A dispetto di un diritto internazionale “inefficace” alla risoluzione dei conflitti, si registra, ormai, il ricorso alle escalations militari come modus operandi sempre più frequente da parte degli Stati, per come si evince dalla moltiplicazione degli scontri in corso nel mondo che fanno ritenere la necessità urgente di provvedere alla realizzazione di un sistema di sicurezza difensivo che, per esempio, il Bel Paese, al momento, non ha a disposizione.
Difatti, per come spiegato dagli esperti, oggi (ma anche domani), l’Italia non sarebbe in grado di reagire ad un’aggressione militare da parte di una potenza straniera, dovendo sperare (per non soccombere), soltanto, nell’aiuto della Nato, alleanza difensiva in via di liquidazione, oppure nell’intervento diretto degli Usa, un alleato del tutto disinteressato, dopo ottant’anni, a svolgere la funzione di gendarme del Medioceano, essendo, peraltro, impegnato nelle sfide nell’indo-pacifico.
Nonostante le numerose discussioni mediatiche, sembra che, ancora, il paese non abbia maturato la consapevolezza che la sicurezza della Nazione dipenda esclusivamente dai noi (cittadini italiani) perché il mondo è alle prese con un turbinoso cambiamento ove tutte le certezze (o alleanze) di prima non valgono più.
Pur nell’ottica della cooperazione internazionale che non dovrà mai venir meno, favorendo ogni forma di regolazione dei rapporti sovra-statuali, tuttavia il mutamento del quadro geopolitico impone l’applicazione realistica del principio che “ognuno pensi per sé”, atteso che sono stati spazzati via decenni di multilateralismo, cancellato lo stato di diritto all’interno della comunità internazionale. Attualmente conta nuovamente solo la forza. Tutte le alleanze, le relazioni e i legami sono divenuti instabili, temporanei e perennemente rinegoziabili. In tale contesto di “nuova giungla” devono muoversi le nazioni, compresa l’Italia, la quale dovrà, previa una seria riflessione dialogica sull’idea di sé, inevitabilmente invertire la tradizionale strategia, puntando alla tutela dei reali interessi nazionali che nei decenni si sono affievoliti.
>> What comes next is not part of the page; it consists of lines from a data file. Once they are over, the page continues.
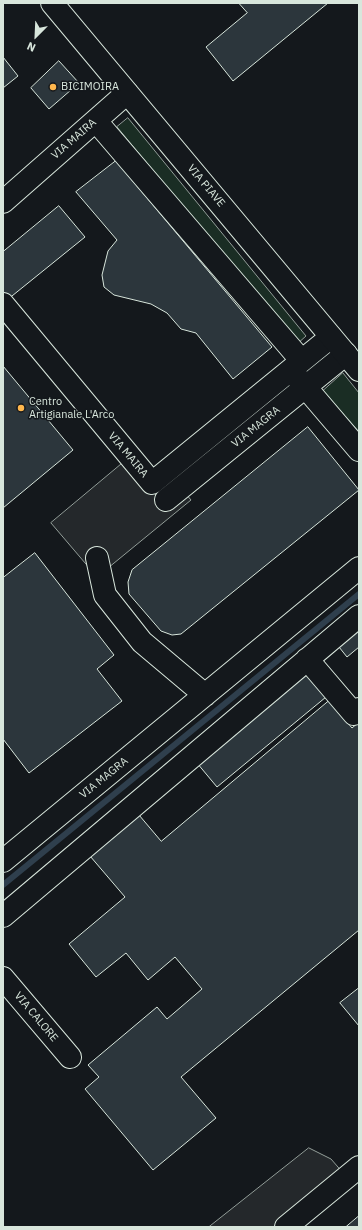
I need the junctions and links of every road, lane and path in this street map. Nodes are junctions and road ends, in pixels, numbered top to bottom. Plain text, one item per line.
1 (52, 3) edge
2 (127, 93) junction
3 (96, 121) junction
4 (3, 202) edge
5 (3, 304) edge
6 (331, 337) junction
7 (353, 362) edge
8 (296, 365) junction
9 (305, 387) junction
10 (359, 450) edge
11 (166, 500) dead end
12 (97, 558) dead end
13 (359, 568) edge
14 (359, 616) edge
15 (307, 660) junction
16 (205, 695) junction
17 (359, 709) edge
18 (3, 861) edge
19 (3, 916) edge
20 (3, 978) edge
21 (70, 1057) dead end
22 (359, 1167) edge
23 (286, 1227) edge

1 - 2 street, VIA PIAVE
2 - 3 street, VIA MAIRA
2 - 6 street, VIA PIAVE
3 - 4 street, VIA MAIRA
3 - 8 street
5 - 8 street, VIA MAIRA
6 - 7 street, VIA PIAVE
6 - 8 street, VIA MAIRA
7 - 9 street, VIA MAGRA
8 - 9 street
9 - 10 street
9 - 11 street, VIA MAGRA
12 - 16 street
13 - 16 street, VIA MAGRA
14 - 15 street
15 - 17 street
15 - 19 street
16 - 18 street, VIA MAGRA
20 - 21 street, VIA CALORE
22 - 23 street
Ma quali sarebbero gli interessi Nazionali? L’Italia è una penisola: una definizione geografica che è anche una verità storica, culturale ed antropologica.
Di conseguenza, gli interessi del paese passano dal mare perché il mare è potere e l’Italia, per “tornare sovrana” deve tornare padrona del suo mare.
Per cui il primo passo sarà, se la classe politica (e ceto dirigente) italiana lo comprenderà fino in fondo, quello di realizzare una rivoluzione politico-strategica (ed antropologica), nel senso di ripercorrere quella vocazione mediterranea pre-stato unitario la cui nascita, fondata sull’asse Torino-Milano, legata all’Europa continentale, ha escluso la storica proiezione marinara della penisola, abbandonando quell’area di diretta influenza, vitale per la sicurezza e tutela degli interessi nazionali.
La politica continentale post-risorgimentale ha fatto dimenticare che il “Paese delle Repubbliche marinare”, di Venezia, Genova, Napoli, Trieste e Palermo, per geografia rappresenta la migliore piattaforma logistica capace di connettere Asia, Africa, Europa e Americhe, la cui posizione strategica dovrà ridefinire l’azione politica nostrana che, realisticamente, non potrà rinunciare ad un rafforzamento della presenza militare in una proiezione navale, se si vuole mantenere una propria centralità ed influenza nel futuro.
Ma ad un potenziamento navale che pare sia già in corso, attraverso la dotazione di una portaerei a propulsione nucleare, diverse navi d'assalto anfibio multiruolo (Lhd) e vari sottomarini, per come previsto dal Documento programmatico pluriennale 2025-2027 del Ministero della Difesa, dovrà accompagnarsi una svolta culturale, intesa come recupero di quella “rimozione collettiva” del mare che, invece dovrà rivivere come elemento fondativo della nostra identità.
La politica, la cultura, l’impresa, la scuola e tutto il sistema nazione devono, dunque, tornare a guardare al mare come risorsa e come destino, senza rimanere con le spalle dell’Italia rivolte ad esso.